The Limey
Directed by Steven Soderbergh (1999) ***1/2
In what could double as a master acting class given by British actor Terence Stamp, Steven Soderbergh’s The Limey is a taut, propulsive thriller which lost seven million dollars at the box office, but was critically lauded at the time and has been even more so since.
Stamp is Wilson, a crook who has spent years in prison for helping to steal the receipts of a Pink Floyd concert. A career criminal, he’s now on his way to L.A. to investigate the death of his daughter, Jenny (Melissa George), who mysteriously died in a car accident. Wilson suspects the death was murder and has vowed revenge on the perpetrator(s). This stock plot could have been executed as routinely as a Liam Neeson vehicle, but Soderbergh, screenwriter Lem Dobbs (Dark City) and editor Sarah Flack (Kafka) find the subtleties and complexities of all the characters involved, sometimes using innovative and memorable techniques.
Wilson first tracks down Jenny’s friend Eduardo (Luis Guzmán), who had alerted Wilson to Jenny’s death. The two become an oddly matched investigative team. Wilson also enlists the aid of Jenny’s friend Elaine (Lesley Ann Warren). The Limey is smart enough to not allow Wilson and Elaine a romantic angle.

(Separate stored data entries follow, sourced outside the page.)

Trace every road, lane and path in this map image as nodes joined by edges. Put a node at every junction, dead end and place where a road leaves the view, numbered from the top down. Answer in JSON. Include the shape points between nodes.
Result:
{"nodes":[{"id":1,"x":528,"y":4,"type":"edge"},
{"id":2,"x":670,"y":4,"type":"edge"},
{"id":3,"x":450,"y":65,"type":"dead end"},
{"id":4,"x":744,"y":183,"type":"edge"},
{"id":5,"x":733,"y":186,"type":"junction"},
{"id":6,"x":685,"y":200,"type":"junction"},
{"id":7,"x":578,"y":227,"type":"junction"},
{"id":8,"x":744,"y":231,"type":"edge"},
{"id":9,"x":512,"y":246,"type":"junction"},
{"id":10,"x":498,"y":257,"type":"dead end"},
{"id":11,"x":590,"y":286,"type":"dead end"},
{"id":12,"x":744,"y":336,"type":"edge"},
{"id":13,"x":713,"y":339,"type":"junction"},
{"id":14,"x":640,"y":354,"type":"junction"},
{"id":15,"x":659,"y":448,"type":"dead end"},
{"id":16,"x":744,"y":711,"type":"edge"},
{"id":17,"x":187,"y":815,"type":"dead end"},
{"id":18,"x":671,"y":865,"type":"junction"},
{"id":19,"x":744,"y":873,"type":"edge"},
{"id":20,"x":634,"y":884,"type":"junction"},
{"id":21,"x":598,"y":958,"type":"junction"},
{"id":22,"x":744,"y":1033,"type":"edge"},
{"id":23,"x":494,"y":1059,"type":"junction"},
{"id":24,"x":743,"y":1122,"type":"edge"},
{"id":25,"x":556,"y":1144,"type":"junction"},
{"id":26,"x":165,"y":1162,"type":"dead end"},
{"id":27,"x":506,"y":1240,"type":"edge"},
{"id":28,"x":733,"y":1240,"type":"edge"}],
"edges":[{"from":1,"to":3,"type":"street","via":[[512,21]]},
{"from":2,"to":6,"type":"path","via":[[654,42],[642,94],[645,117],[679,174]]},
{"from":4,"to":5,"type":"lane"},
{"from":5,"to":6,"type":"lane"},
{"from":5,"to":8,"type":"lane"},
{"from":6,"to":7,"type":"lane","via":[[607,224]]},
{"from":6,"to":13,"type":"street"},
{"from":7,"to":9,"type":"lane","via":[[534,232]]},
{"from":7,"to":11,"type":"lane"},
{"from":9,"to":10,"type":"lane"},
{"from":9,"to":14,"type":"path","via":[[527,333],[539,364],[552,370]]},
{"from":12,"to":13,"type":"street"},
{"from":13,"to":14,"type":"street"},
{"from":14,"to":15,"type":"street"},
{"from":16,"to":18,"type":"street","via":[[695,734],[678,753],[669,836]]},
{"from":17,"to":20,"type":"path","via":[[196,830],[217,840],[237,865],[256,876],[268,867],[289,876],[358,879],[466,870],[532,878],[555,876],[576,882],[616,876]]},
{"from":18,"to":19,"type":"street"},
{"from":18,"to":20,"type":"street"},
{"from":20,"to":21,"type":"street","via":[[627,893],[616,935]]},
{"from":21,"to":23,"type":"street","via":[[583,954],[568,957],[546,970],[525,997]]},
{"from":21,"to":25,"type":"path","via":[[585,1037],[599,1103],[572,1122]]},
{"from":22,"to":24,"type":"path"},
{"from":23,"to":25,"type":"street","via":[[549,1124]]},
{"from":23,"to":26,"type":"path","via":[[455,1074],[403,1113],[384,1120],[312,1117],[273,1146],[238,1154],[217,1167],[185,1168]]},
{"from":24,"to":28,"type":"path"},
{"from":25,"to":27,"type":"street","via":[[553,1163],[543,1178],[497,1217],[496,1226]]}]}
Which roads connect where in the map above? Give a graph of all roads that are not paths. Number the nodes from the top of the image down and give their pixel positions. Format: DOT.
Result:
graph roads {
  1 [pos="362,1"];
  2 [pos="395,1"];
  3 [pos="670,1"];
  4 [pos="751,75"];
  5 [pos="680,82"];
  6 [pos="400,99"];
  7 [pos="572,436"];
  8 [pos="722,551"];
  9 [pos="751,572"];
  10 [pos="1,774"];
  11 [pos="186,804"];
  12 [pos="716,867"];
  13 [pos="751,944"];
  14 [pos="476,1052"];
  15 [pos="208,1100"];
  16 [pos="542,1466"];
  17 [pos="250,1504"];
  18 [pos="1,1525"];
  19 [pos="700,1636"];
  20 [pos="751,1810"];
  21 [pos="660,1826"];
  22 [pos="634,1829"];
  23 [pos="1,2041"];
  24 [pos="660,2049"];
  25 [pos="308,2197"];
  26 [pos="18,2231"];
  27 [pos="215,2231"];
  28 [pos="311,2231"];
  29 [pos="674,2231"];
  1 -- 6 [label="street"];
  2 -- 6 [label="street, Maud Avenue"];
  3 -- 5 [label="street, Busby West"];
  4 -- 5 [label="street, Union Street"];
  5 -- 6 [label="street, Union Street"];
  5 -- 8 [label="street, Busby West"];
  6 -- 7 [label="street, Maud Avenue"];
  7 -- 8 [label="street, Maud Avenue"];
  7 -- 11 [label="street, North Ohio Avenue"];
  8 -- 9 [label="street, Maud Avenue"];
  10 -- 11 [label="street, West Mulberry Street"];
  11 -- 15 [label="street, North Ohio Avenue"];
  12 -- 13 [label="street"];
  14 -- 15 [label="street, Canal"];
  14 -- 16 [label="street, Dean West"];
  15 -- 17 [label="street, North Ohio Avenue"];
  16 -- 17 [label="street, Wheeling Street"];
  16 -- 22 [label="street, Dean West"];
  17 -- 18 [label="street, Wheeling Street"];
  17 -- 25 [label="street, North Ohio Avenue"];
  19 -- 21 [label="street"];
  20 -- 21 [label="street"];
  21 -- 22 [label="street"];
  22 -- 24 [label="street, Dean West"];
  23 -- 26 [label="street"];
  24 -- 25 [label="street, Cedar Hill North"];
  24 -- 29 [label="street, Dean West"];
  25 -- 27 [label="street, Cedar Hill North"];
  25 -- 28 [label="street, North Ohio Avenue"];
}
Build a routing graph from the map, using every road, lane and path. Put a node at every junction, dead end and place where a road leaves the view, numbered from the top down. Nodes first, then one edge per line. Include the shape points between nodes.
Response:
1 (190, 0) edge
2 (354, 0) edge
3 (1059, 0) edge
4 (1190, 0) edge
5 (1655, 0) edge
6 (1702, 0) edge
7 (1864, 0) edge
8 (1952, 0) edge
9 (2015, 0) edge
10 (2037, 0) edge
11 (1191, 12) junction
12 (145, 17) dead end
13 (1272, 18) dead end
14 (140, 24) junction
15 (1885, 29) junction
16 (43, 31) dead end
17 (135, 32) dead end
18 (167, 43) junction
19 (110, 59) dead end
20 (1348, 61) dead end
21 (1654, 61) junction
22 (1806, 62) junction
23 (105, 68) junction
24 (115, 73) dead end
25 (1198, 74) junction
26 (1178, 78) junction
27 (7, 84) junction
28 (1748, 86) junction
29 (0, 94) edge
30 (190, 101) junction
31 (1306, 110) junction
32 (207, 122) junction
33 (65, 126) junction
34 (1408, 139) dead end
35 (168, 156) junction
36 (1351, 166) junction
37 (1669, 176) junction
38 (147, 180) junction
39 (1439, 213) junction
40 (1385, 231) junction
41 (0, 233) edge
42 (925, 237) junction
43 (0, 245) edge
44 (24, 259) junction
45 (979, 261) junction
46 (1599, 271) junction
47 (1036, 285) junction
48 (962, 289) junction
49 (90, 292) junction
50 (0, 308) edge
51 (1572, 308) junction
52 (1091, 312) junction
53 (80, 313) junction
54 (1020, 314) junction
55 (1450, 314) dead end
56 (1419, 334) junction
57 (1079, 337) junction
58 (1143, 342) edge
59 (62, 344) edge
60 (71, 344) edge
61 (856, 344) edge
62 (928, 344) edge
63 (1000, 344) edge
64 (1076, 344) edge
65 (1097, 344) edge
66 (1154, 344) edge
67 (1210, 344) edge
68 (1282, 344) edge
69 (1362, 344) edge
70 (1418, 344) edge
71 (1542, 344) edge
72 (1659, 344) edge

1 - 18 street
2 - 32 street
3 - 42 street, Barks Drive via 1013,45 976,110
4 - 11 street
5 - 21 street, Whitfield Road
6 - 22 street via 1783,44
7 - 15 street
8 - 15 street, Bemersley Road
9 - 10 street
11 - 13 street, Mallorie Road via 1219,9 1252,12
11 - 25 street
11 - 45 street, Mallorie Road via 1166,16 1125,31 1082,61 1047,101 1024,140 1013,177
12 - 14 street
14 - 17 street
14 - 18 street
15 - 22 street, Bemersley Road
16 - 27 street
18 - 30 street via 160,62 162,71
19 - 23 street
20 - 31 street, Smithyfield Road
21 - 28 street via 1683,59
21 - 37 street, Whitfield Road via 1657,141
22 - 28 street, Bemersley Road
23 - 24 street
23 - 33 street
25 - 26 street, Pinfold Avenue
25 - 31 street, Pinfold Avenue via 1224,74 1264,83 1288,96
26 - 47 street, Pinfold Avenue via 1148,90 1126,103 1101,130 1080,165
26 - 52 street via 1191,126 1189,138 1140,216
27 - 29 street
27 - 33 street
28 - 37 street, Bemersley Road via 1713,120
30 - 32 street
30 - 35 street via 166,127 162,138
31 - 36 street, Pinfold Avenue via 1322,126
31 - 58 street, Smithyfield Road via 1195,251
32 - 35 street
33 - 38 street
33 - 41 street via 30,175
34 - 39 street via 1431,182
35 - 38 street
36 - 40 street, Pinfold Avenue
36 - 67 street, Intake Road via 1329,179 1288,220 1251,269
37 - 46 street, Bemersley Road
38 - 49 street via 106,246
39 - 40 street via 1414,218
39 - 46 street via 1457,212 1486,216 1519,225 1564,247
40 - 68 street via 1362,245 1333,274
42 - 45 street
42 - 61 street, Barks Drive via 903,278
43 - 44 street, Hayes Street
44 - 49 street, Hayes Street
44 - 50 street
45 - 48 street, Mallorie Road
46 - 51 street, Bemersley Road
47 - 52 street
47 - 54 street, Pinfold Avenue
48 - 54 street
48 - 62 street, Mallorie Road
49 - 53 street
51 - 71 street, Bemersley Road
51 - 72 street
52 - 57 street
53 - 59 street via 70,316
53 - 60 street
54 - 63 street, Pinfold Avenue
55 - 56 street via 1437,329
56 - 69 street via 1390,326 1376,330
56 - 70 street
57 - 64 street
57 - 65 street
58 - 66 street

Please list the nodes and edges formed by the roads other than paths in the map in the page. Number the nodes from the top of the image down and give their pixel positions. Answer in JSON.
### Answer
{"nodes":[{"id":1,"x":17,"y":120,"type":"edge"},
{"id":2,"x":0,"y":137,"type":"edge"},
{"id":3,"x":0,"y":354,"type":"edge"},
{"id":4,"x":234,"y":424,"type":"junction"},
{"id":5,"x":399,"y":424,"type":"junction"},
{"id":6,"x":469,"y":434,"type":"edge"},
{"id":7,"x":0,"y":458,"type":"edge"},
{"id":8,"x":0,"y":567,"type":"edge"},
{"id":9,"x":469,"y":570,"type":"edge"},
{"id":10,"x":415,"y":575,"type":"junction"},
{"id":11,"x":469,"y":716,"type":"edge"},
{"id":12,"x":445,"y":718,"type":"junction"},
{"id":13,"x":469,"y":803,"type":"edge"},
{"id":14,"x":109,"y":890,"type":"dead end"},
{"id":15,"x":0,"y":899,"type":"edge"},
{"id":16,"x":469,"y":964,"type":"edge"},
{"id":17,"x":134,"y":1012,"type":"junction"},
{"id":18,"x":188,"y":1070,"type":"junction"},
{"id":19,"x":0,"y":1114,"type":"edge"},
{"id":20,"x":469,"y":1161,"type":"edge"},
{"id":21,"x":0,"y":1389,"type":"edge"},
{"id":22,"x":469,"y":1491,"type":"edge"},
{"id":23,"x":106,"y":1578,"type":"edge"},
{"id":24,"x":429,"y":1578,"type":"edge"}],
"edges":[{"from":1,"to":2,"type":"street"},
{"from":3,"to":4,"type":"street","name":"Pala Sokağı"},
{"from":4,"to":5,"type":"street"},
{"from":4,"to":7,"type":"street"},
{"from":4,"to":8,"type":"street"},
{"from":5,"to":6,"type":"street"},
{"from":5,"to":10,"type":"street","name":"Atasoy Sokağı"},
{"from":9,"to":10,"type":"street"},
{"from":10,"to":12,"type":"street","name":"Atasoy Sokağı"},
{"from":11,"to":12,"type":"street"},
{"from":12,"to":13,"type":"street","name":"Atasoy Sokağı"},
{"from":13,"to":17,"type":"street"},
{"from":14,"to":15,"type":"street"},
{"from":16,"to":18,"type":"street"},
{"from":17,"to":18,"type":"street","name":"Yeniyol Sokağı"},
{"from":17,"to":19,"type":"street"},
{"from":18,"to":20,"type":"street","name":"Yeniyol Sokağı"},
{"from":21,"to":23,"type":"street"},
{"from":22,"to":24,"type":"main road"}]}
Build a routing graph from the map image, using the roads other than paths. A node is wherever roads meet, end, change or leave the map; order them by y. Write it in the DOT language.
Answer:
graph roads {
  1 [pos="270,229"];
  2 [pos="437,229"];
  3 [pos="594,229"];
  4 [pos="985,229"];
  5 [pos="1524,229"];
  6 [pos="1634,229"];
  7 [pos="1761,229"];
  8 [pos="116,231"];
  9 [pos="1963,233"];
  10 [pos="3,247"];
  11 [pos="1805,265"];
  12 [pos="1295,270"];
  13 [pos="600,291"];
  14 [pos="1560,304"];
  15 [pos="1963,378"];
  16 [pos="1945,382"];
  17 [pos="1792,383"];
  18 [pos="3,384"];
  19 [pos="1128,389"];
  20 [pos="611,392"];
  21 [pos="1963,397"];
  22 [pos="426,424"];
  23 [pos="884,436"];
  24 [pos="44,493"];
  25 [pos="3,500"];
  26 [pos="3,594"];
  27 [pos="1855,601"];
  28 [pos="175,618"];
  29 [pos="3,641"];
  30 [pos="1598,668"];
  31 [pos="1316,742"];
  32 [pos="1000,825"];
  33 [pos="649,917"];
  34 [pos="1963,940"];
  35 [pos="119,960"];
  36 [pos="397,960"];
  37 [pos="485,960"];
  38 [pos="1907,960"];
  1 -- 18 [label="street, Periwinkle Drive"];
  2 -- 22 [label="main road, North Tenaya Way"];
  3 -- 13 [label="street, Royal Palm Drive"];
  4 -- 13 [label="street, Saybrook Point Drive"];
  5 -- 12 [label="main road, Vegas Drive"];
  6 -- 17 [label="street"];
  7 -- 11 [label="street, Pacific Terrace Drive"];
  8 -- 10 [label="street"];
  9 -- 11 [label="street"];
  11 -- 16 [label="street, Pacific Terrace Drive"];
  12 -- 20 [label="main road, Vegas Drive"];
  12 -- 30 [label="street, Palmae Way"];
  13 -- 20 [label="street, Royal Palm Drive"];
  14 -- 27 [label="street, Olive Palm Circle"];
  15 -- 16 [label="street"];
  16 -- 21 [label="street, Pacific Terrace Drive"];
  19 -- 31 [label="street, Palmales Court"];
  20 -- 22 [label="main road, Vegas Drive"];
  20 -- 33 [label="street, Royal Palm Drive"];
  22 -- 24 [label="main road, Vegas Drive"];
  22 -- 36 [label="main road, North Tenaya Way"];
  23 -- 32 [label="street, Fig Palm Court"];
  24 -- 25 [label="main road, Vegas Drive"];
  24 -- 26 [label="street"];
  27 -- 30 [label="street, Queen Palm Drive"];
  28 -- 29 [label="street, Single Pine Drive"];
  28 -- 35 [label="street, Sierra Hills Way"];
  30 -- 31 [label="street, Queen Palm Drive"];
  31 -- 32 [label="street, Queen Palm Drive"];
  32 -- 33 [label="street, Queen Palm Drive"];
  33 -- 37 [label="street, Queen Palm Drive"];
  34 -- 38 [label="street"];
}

All clues lead to record producer and part time drug money launderer Terry Valentine (Peter Fonda), Jenny’s boyfriend at the time of her death and a rich ex-hippy ensconced in a luxurious mansion in the L.A. hills. Fonda is just great in the part, a reminder of his often neglected or forgotten talents. He was, for my money, in some ways a better, more naturalistic actor than his more famous father. Valentine’s right-hand man, Avery, is performed by the so underused Barry Newman; Avery, the go-between who finds and hires muscle, is smarter than his boss, though no less safe from Wilson’s slow-burning onslaught.
A high point of The Limey is a sequence so perfect it could be taught in film schools, wherein Wilson and Eduardo discreetly crash a party Valentine is giving for Hollywood insiders and hangers-on. The tension and menace of the hunt for clues is acute, and violence, when it does take place, is inventively shot obscurely, from afar and from Valentine’s worried point of view.
Dobbs’ screenplay, which was pared down substantially by Steven Soderbergh for an hour and a half film (much to Dobbs’ consternation), bequeaths a breath of life to all the side characters involved. Henchmen who would be cliched ciphers in most films of the like are here free-thinking, opinionated, sometimes funny and always entertaining. A DEA agent (Bill Duke) is played as a blasé, seen-it-all career man. Wilson himself, while no one to mess with, is a more nuanced ex-con than we’re used to seeing.
Soderbergh, daringly, uses as a technique to represent Wilson in his youth, and flesh out his backstory, footage of Stamp from director Ken Loach’s feature film debut, Poor Cow (1967). The young footage of Stamp is believably incorporated into The Limey‘s story. Also propelling the plot and keeping the audience on its toes is the editing in which past, present and future frequently overlap, both aurally and visually. Memories are accented by a novel use of lighting, and the L.A. sun, what it reveals, highlights and obscures, nearly becomes a character in its own right. Well-chosen 1960s and ’70s songs also contribute to the mood.
The Limey most likely didn’t “sell” because U.S. audiences weren’t interested in a film about older people, but the older people who made this film still had it.